February 11th, 2011 under West Texas Talk

Sometime in the past few months I first heard the term “American Exceptionalism” and immediately dismissed it as another inane phrase spewed out by some right-wing fringe group. When it was used a few weeks ago by a local Tea Party (TP) activist I decided to check it out.

First, what does American Exceptionalism really mean?  Well, a writer for the Washington Post had the same question when he wrote on 11-29-2010, “’American Exceptionalism’ is a phrase that, until recently, was rarely heard outside the confines of think tanks, opinion journals and university history departments. Lately, it seems to be on the lips of just about every Republican who is giving any thought to running for president in 2012.”

Okay, on to Wikipedia, where it stated, “’American Exceptionalism’ itself was first used by members of the American Communist Party in the 1920s, (Whoa! Does that mean all these Republicans are closet Commies?) in reference to their belief that “thanks to its natural resources, industrial capacity, and absence of rigid class distinctions, America might for a long while avoid the crisis that must eventually befall every capitalist society.”

Let’s get real – the “long while” quoted above has come to pass. It is now. Our natural resources are largely depleted; we’ve lost six million manufacturing jobs over the last 10 years or so, many the result of “free” trade agreements, insuring that much of our industrial capacity sits idle; and while the Bush-Cheney years produced the greatest transfer of wealth in American history (from the middle-class to the already rich) Bush famously remarked that the haves and have-mores were his political base. Millionaire politicians creating laws that largely benefit only themselves and their millionaire supporters – is that not a “rigid class distinction?”

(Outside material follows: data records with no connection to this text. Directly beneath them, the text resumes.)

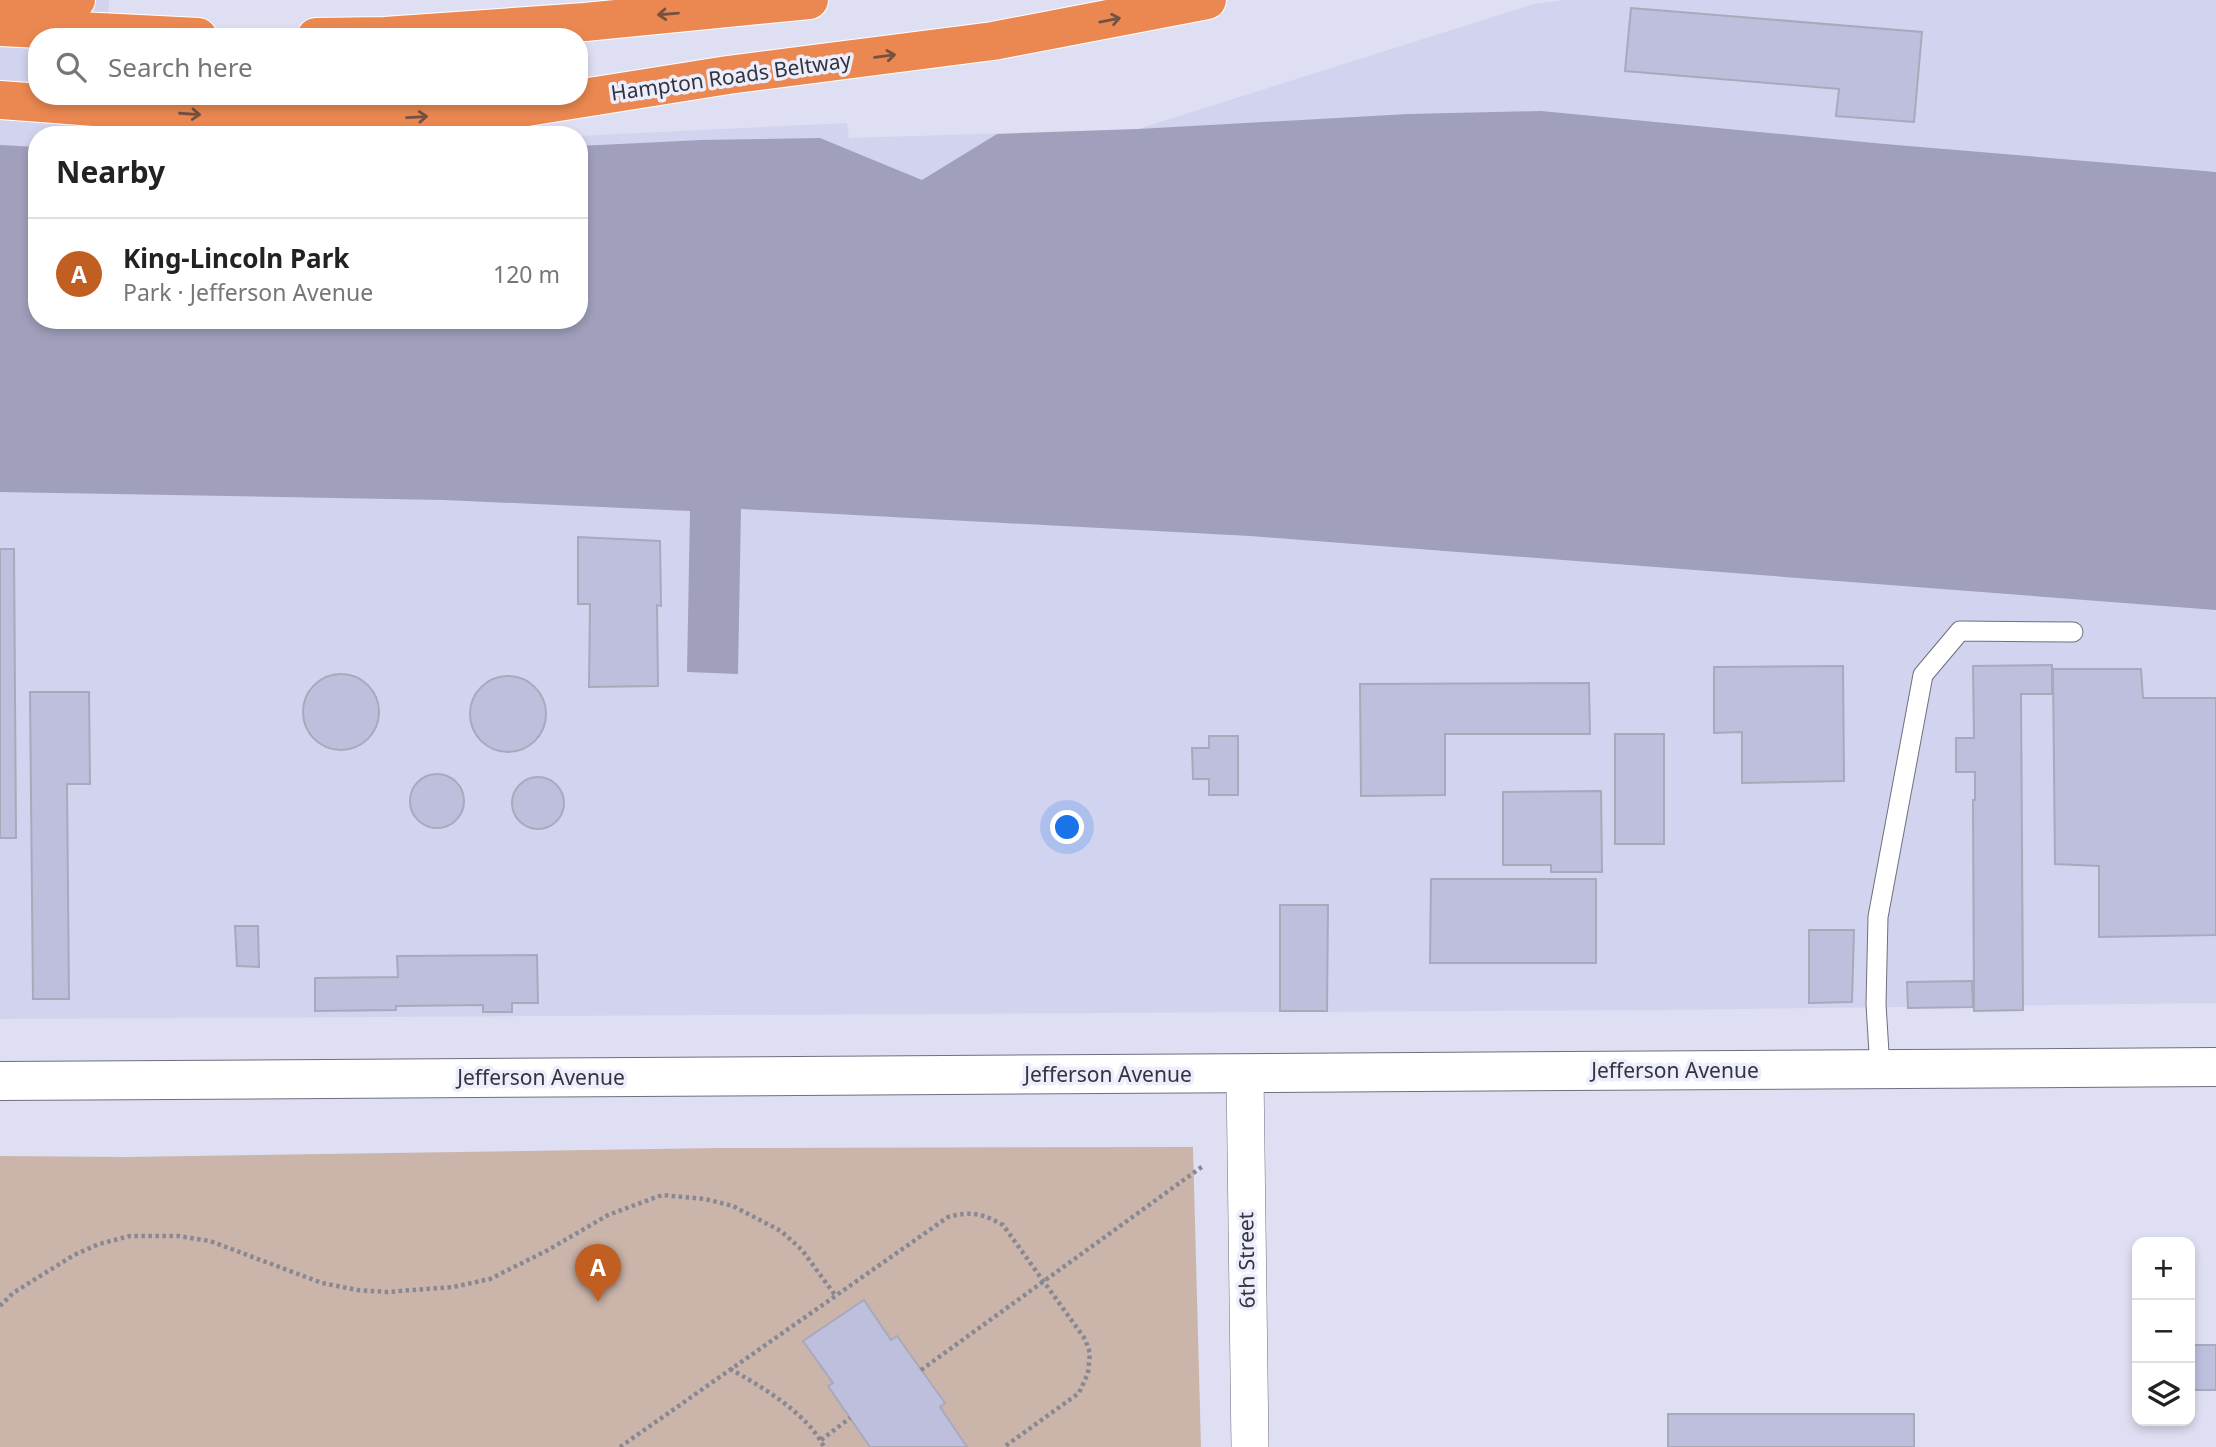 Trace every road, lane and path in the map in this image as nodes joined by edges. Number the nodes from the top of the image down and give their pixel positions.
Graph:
1 (76, 0) edge
2 (809, 0) edge
3 (1207, 0) edge
4 (0, 16) edge
5 (0, 27) edge
6 (28, 28) edge
7 (500, 28) edge
8 (588, 97) edge
9 (0, 100) edge
10 (28, 102) edge
11 (67, 105) edge
12 (539, 105) edge
13 (2073, 632) dead end
14 (2216, 1067) edge
15 (1880, 1069) junction
16 (1245, 1074) junction
17 (0, 1081) edge
18 (1203, 1166) dead end
19 (1044, 1283) junction
20 (835, 1295) junction
21 (0, 1306) edge
22 (730, 1370) junction
23 (921, 1370) dead end
24 (850, 1418) dead end
25 (821, 1440) junction
26 (620, 1447) edge
27 (824, 1447) edge
28 (1003, 1447) edge
29 (1250, 1447) edge

1 - 4 highway
2 -> 7 highway
8 -> 3 highway, Hampton Roads Beltway
5 - 6 highway
9 -> 10 highway, Hampton Roads Beltway
11 -> 12 highway, Hampton Roads Beltway
13 - 15 lane
14 - 15 street, Jefferson Avenue
15 - 16 street, Jefferson Avenue
16 - 17 street, Jefferson Avenue
16 - 29 street, 6th Street
18 - 19 path
19 - 20 path
19 - 23 path
19 - 28 path
20 - 21 path
20 - 22 path
22 - 25 path
22 - 26 path
24 - 25 path
25 - 27 path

Wikipedia continues with 11 pages of pros, cons and historical references, and seven pages of footnotes and additional reading suggestions – far too much to discuss here. Nevertheless, my favorite quote from those pages is from a 2005 New York Times article that called America “an empire enthralled with its own power and unaware that it is fading.”

But why would Republican presidential hopefuls (and TP activists) invoke a Communist coined phrase? Let’s give them some credit: it sounds good, regardless of where it came from. Mostly though, it is confusing, it has no definitive meaning that is universally accepted. That makes it a diversion. A diversion from the truth, that Republican political dominance for most of the past 30 years has overseen the “fading” of a once-great nation.

If that isn’t enough to ponder, consider this: how many democratically elected foreign governments has the US overthrown, or assisted in the overthrow, since say 1950 (because they didn’t suck up to us)? How many brutal dictators has the US supported (because they did suck up to us)? How many millions of people have died at the whims of those dictators while the US supplied them with the guns and bullets? (And please don’t tell me we did those things because it was our God-given right to do so.)

Those who choose to give honest answers to those questions just might concede that we occupy no moral high ground on the world stage. Since World War II we have only been the biggest bully on the playground. And we have gotten old, fat, weak and corrupt while consuming our spoils. Attempting to maintain an illusion that we are exceptional will only delay any hope of truly implementing all those lofty ideals established by our forefathers in 1776.